Saturday, November 14, 2009

Innocent
Mavis Fan & 100%

Night Cat
Della Ding Dang

Loneliness
Evan Yo

Welcome back, Mavis Fan.
It has been almost five years since her last album Is There Another Way?, and on her latest offering she shows up with a head of platinum blonde hair and a new band 100%.
It is hard to believe that the indie queen was once the Little Witch Of Music warbling cutesy tracks such as Health Song and Toothbrushing Song.
You wonder if the singer-songwriter is making an oblique reference to that juvenile past when she sings "A different me/Does not want to make the same mistakes" on opener Ghost Hits The Wall.
This adventurous and playful outing is stylistically diverse and includes the groovy genre-busting jazz-rock-hip-hop hybrid, Who Cares What Kind Of Music It Is.
Lyrically, Fan plays with contrasts on numbers such as Inside Outside ("Even though he’s wearing a suit on the outside/Maybe he’s thinking of surfing on the inside") and Understand ("I am very happy/Because I know what pain is").
Even on less successful tracks such as Where Do I Want To Go, you could never mistake her work for cookie-cutter pop.
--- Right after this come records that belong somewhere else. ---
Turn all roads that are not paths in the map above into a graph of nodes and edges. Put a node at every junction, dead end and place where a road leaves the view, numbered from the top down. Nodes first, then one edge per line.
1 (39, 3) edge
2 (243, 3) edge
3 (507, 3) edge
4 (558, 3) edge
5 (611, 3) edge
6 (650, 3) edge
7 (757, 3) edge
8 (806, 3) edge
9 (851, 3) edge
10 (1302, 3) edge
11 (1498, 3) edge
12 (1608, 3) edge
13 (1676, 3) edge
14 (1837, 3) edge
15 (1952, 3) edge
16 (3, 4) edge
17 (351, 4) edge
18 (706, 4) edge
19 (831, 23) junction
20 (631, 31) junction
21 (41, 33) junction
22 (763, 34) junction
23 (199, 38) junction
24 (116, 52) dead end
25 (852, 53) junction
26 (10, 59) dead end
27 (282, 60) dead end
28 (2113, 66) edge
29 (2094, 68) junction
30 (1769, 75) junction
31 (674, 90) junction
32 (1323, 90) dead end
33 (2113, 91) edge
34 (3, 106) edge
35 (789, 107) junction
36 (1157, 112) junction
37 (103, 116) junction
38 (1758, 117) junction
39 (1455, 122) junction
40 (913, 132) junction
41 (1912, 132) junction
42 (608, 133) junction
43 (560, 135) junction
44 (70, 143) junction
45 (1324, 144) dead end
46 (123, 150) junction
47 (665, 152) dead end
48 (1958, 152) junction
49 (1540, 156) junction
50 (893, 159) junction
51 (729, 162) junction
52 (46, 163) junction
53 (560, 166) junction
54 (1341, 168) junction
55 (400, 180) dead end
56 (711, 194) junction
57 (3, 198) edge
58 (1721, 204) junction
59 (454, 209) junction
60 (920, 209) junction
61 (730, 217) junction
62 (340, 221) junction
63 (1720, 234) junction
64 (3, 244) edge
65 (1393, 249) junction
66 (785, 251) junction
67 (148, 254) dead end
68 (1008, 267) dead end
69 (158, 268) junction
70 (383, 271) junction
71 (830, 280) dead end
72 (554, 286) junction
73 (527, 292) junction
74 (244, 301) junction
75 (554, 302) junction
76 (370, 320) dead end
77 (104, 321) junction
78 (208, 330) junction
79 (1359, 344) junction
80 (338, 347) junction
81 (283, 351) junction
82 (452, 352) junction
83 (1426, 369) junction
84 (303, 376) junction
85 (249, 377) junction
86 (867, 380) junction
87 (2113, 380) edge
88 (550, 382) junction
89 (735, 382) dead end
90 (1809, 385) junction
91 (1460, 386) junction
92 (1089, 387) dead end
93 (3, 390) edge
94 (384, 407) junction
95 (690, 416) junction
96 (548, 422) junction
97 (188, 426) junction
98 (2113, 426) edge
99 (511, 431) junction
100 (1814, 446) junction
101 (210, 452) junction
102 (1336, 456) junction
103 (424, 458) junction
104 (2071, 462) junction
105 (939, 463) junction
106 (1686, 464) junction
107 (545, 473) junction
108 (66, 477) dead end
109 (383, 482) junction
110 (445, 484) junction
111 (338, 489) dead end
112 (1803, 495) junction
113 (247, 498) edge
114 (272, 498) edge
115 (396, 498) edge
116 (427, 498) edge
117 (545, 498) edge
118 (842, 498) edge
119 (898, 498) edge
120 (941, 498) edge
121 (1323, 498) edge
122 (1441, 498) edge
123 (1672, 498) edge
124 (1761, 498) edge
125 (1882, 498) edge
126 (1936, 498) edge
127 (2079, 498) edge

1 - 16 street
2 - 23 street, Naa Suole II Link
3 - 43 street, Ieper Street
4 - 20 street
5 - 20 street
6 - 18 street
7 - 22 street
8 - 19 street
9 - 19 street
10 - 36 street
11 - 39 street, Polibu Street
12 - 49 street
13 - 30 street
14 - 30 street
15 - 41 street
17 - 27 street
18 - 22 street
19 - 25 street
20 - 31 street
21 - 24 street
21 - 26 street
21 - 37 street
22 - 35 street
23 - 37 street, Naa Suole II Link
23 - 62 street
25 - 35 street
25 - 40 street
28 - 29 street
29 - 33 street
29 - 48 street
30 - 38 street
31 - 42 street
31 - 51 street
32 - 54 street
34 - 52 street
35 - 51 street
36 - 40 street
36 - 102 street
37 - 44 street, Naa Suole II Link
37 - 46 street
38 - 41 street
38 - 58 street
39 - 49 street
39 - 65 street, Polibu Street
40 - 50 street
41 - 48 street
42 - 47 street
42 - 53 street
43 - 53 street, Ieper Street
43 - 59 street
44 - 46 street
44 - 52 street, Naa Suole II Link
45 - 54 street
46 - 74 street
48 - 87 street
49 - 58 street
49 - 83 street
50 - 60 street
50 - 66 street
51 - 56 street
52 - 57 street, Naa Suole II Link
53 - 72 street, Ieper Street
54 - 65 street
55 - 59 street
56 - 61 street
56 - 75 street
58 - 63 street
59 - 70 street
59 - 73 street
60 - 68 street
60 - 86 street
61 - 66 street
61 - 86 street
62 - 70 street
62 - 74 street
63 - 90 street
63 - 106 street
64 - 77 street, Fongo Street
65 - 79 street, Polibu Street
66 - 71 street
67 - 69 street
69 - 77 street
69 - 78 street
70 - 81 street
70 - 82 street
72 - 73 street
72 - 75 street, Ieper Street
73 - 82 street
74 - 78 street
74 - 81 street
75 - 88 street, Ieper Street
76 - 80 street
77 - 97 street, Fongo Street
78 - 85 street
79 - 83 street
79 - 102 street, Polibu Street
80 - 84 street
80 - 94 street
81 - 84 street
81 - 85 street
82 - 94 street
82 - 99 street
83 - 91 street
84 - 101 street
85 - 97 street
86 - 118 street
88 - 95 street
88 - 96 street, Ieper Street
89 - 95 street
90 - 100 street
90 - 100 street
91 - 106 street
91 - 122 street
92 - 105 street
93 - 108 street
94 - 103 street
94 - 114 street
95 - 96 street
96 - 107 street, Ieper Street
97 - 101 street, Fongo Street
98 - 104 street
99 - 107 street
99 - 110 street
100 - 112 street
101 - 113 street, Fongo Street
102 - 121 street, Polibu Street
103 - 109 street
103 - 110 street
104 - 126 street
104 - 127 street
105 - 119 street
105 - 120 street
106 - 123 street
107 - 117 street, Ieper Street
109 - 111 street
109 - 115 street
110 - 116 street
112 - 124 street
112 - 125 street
Mercifully, the atmospheric duet included here, Dark Is The Night, is miles away from the saccharine fare cluttering the airwaves.
While the two duets – Fireworks with Mayday’s Ashin and Suddenly Want To Love You with Wakin Chau – on Ding Dang’s third album Night Cat might be a little above-average, they also feel rather obligatory.
The standout track is the ballad Why Do You Lie, which plays to the big-voiced singer’s strengths as she belts out: "You keep asking if my heart is really here/Asking how I can lose love with no regrets/Why are my tears rolling down."
At the same time, the lace and leather gloves get-up point to a sexier and edgier sensibility and she delivers it on songs such as Night Cat, a cheesily entertaining dance number complete with Ding Dang mewing.
She might be rocking out and exploring her inner animal but Evan Yo has ditched the rock persona he adopted on his previous album.
Instead, there is a back-to-basics feel on this third album which features a memorable clutch of songs.
Still only 23, the singer-songwriter tackles a clever mix of ballads such as Blinking SMS and Eclipse and more youthful-sounding numbers such as Little Darling.
But the singer also sounds like he has done some growing up when he croons on Loneliness: "What do I do when night falls/Who is by my side when loneliness calls/My emotions are mixed up together/Thinking of her, missing her, hating her."
Maybe he can take consolation in the fact that he never had to sing kiddy ditties.